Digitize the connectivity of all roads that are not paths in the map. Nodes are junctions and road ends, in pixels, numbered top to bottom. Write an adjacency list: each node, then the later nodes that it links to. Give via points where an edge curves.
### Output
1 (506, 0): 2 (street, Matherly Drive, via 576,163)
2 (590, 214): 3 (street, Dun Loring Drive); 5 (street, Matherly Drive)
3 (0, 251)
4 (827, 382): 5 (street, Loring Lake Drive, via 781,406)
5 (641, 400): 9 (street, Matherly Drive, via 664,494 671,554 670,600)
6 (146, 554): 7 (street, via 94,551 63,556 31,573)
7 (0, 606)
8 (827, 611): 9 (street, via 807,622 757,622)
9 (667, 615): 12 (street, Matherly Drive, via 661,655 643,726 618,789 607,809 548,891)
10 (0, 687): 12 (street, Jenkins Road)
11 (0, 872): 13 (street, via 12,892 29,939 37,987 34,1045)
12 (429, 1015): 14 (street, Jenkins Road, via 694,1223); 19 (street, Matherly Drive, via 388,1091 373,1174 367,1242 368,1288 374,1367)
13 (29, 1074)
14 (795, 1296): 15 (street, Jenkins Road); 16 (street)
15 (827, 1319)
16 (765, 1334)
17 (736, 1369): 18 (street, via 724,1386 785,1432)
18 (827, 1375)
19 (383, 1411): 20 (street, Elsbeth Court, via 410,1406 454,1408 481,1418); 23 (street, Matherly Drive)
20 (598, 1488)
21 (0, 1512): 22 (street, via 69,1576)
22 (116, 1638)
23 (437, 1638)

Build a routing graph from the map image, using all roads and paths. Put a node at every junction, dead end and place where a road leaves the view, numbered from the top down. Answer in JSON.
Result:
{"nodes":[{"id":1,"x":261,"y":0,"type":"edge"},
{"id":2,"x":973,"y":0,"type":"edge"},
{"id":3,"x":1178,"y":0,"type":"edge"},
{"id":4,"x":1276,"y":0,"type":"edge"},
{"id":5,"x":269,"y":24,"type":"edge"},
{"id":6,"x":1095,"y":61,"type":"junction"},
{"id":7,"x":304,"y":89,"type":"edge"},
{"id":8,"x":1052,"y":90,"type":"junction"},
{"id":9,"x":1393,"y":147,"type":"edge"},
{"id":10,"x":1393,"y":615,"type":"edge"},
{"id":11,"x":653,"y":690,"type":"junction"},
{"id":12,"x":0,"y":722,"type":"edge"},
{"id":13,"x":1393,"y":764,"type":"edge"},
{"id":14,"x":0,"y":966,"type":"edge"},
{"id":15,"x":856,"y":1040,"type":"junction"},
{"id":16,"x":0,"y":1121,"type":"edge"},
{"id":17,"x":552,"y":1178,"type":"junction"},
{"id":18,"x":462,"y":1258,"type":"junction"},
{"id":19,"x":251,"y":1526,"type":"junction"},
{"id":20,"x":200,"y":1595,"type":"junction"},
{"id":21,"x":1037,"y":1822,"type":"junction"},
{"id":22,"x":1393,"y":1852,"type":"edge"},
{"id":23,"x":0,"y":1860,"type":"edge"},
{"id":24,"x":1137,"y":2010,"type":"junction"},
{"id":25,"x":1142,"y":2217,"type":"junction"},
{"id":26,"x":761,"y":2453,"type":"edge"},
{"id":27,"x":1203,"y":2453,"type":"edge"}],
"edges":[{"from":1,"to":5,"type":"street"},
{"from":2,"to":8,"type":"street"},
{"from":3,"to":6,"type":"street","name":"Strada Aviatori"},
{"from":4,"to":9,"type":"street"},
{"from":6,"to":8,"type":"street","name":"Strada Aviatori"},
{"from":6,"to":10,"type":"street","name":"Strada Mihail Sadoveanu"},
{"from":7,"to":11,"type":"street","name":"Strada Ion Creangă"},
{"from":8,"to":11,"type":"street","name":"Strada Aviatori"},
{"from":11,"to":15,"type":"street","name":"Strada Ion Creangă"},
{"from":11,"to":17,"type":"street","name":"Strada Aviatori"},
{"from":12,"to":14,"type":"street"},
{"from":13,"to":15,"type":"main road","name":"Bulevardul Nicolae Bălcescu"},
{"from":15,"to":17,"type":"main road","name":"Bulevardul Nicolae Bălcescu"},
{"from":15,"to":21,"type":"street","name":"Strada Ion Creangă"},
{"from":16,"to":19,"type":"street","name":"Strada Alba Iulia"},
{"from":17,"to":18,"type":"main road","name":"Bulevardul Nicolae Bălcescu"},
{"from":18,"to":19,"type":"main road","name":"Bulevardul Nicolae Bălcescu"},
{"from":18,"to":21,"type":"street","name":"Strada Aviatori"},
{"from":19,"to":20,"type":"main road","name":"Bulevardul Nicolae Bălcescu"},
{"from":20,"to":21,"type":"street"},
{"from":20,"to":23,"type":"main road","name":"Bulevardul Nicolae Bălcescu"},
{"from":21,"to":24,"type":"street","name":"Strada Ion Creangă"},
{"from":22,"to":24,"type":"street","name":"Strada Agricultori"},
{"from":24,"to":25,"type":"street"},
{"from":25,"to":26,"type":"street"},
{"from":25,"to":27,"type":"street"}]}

● EXERCISE AIM:
Pull out each line of the entries that contains "nodes".

● REPLY:
Digitize the connectivity of all roads that are not paths in the map. Nodes are junctions and road ends, in pixels, numbered top to bottom. Write an adjacency list: each node, then the later nodes that it links to. Give via points where an edge curves.
{"nodes":[{"id":1,"x":261,"y":0,"type":"edge"},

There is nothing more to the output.